Altarea crée la surprise en renonçant à racheter Primonial

Dans les rangs de Primonial, la stupeur est de mise. Dans les premières heures de mercredi, Altarea a informé le marché que l’acquisition du gestionnaire de patrimoine ne pouvait être réalisée dans les conditions convenues. Les raisons évoquées sont essentiellement juridiques.
« Dans le cadre de la revue de la documentation juridique dont certains éléments n’ont été communiqués que le 25 février, Altarea a constaté que les conditions convenues pour l’acquisition de Primonial début mars n’étaient pas remplies du fait du non-respect – tant sur le fond, la forme et les délais – des stipulations du protocole d’acquisition signé en juillet 2021 », explique le groupe coté, dont l’action reculait légèrement ce matin. Contacté par nos soins, Altarea n’était pas disponible pour préciser ces manquements supposés.
Des actionnaires échaudés
« Nous ne l’avions pas vu venir, s’étonne Stéphane Vidal, PDG de Primonial. Dans une transaction de cette envergure [Ndlr, une valorisation de 1,9 milliard d’euros, pouvant grimper ultérieurement à 2,1 milliards], de nombreuses opérations pré-closing sont nécessaires pour adapter la structure. Le signing était en juillet mais nous nous sommes donné du temps pour faire cela sur la base des comptes consolidés, notamment la dette nette au 31 décembre. » Un timing serré mais « nous avions, d’un côté comme de l’autre, les meilleurs avocats de la place de Paris », estime le dirigeant. Une résolution sur le terrain judiciaire n’est désormais plus à exclure. Dans un communiqué, le promoteur a averti qu’il mettra tout en œuvre pour faire valoir ses droits, protéger ses intérêts et ceux de ses actionnaires.
De leurs côtés, les propriétaires de Primonial – Bridgepoint, Latour Capital et Société Générale Assurance (85,7 % à eux trois) – y voient une décision subite et unilatérale à quelques jours du closing prévu ce 2 mars, alors même que l’ensemble des conditions de réalisation de l’opération étaient réunies. « Cette décision étant en violation des accords conclus par les parties, les actionnaires de Primonial ont décidé de prendre toutes mesures nécessaires pour faire valoir leurs droits. » Aucune clause de « material adverse change » (permettant de se prémunir d’un événement défavorable contractuellement défini) ne figurait dans le contrat entre les deux parties. La bataille judiciaire est donc lancée.
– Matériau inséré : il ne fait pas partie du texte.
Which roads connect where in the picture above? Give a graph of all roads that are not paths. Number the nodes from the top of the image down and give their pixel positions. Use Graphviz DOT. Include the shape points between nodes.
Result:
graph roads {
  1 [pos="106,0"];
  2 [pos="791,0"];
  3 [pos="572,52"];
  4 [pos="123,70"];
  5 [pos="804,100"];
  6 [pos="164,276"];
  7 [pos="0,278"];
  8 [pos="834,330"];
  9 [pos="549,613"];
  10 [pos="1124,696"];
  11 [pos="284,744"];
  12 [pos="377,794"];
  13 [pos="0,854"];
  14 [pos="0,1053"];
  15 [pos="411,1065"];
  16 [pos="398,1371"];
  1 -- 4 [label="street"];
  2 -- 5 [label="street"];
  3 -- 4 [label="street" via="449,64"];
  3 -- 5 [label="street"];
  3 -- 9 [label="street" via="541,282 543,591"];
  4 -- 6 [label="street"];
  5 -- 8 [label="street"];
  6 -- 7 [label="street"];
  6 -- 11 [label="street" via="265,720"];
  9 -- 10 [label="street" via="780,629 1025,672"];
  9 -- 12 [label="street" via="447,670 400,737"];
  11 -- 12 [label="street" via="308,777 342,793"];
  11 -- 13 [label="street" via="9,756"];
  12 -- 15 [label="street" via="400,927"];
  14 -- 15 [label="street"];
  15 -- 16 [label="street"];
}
Jusqu’alors, aucun indice ne laissait penser que le point de rupture était proche. Le 22 février, Altarea a partagé ses résultats annuels 2021 en annonçant sa forte croissance « à la veille de l’acquisition Primonial. » « Avec l’acquisition prochaine de Primonial, Altarea devrait connaître une profonde évolution de son modèle, qui deviendra alors moins capitalistique et plus récurrent », pouvait-on y lire.
Par ailleurs, aucune dégradation de la situation financière de Primonial ne peut venir étayer l’annulation de l’acquisition. L’an dernier, l'excédent brut d'exploitation (Ebitda) du groupe a atteint 196 millions d’euros, soit respectivement 17 % et 15 % de plus qu’en 2020 et 2019. Un chiffre attendu en croissance à deux chiffres pour cette année. Du côté des encours, le gestionnaire précise gérer 58,5 milliards d’euros au 31 décembre 2021, dont 32,4 milliards pour sa seule activité immobilière, 11,6 milliards sur d’autres solutions de placement et 14,5 milliards pour ses activité financières gérées par La Financière de L’Echiquier (LFDE).
LFDE ne rentrait pas dans les plans d’Altarea, qui ne devait conserver que 15 % du capital. « Mais l’opération de cession majoritaire est naturellement remise en question. LFDE restera une filiale à 100 % de Primonial », explique Stéphane Vidal.